About the superiority of raw milk in respect to vitamins: As a raw milk drinker, I am not concerned with the SLIGHT reduction in vitamins due to the pasteurization process. Most are concerned about the bacteria, ironically, and the enzymes especially lactase. The bacteria that us raw milk drinkers are concerned with are mainly lactic acid bacteria. You may know them as pro-biotics. They are very common in yogurts these days and are beneficial to gut health. After a round of anti-biotics, you gut needs re-population with these good guys, or you will end up with digestive issues.

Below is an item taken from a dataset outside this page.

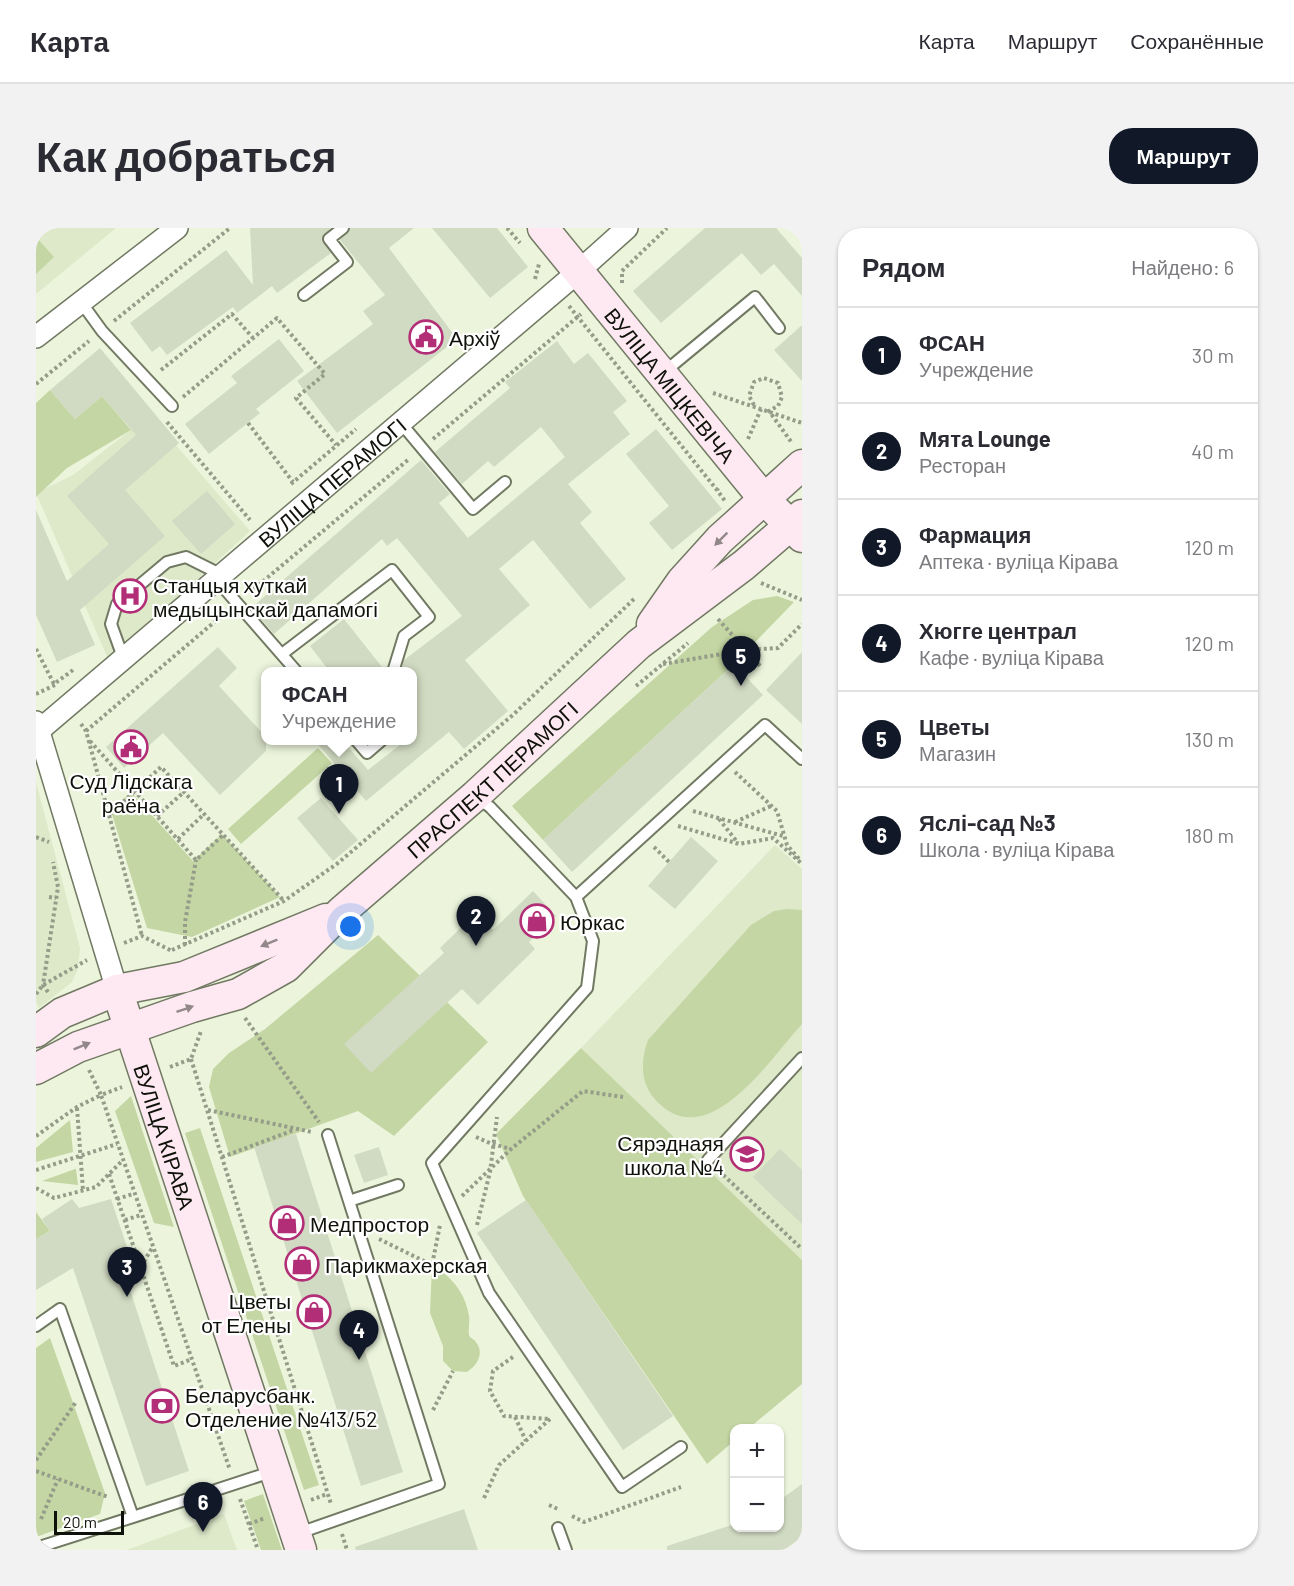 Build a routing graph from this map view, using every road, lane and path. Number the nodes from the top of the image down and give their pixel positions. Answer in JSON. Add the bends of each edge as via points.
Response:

Lactase is another legitimate reason for consuming raw milk. Heat destroys enzymes. Many people with lactose intolerance (who don’t produce lactase) will do very well on raw milk because the enzyme lactase is breaking down that lactose for them.

Quality and connection is often a reason too. Raw milk drinkers often know the farmers who produce it. They know the conditions it is produced in, what the animals eat, etc.

Milk isn’t inherently dangerous, just as other foods aren’t inherently safe. Plenty of people have been sickened by lettuce, spinach, packaged peanut butter products, and now potentially spaghetti-Os. Look at the conditions, the processing, and the handling to determine risk.

Also, the pasteurization process was for the intent of preserving the shelf life of wine not for food safety. It was useful and still is useful in preventing disease. CAFOs aren’t too sanitary if my nose is any indication, and I think the real cause of contaminated raw milk comes from poor living conditions and inadequate diet. When ruminants are not subsisting on their native diet of pasture, the pH and mix of microbes in their digestive tract changes, setting them up for health problems. Unhealthy animals are very inviting for pathogens.

As an anecdote, I’ve been drinking raw (grass-fed) milk for 3 years now and have never fallen ill from it. I drink 1+ gallons per week. My sister in-law and her three children, who’s source was Hartmann dairy, had consumed their milk for 6 years without complaint.

Comment by shawn

It’s been most of my life since I actually worked with dairy, but I do know from talking with dairymen that there is nothing to fear from the modern dairy operation, whether a CAFO or not. Unfortunately for cows, pasture in the winter is very hard to come by in the northern states, especially a winter like we just had. Most dairy cows are housed on sand or bedding packs. The sand works really well in the summer, but a bedding pack, piled up crop residue of some kind, is better in the winter. The bedding pack holds heat better. With dairy cows, cow cleanliness is a priority. That darned cow tends to lay down on the milk producing equipment and letting manure onto those udders is not appreciated, they need to be kept on clean bedding.
I think most of the problems with drinking raw milk comes from those who do not let a little bacteria into their life. Our bodies have the machinery to keep us safe from the ordinary stuff if we expose ourselves to it. It’s the hyper clean folks who get sick, and raise a stink in the courts.

Comment by Michael

Thanks for your reply! I also think the “hyper clean folks” get sick more often than those who are clean, but not extreme. This is the conclusion of the hygiene hypothesis. I’m not convinced that raw milk (produced and handled in sanitary way) poses more threat to the “hyper clean” anymore than the average person but if the milk isn’t handled as carefully, a family would likely build up immunity to the pathogens in there. The problem is that raw milk is just a blanket term for a product. It says nothing about the method of production. If we legalized retail sales and created standards for raw milk certification little to worry about.

a side note… the Hartmann’s dairy was tested for e.coli (0157:H7) and the results were negative for every sample of milk. The judge dismissed the case as there was no evidence that the milk caused the outbreak, yet the embargo wasn’t lifted from what I understand. There were a couple of samples of manure that contained the pathogenic e.coli, yet still less than the frequency of conventional dairies which is common in about 1/3 of the cows. What caused the outbreak? Whatever it was, it sure wasn’t the raw milk. As such, I’ll keep drinking!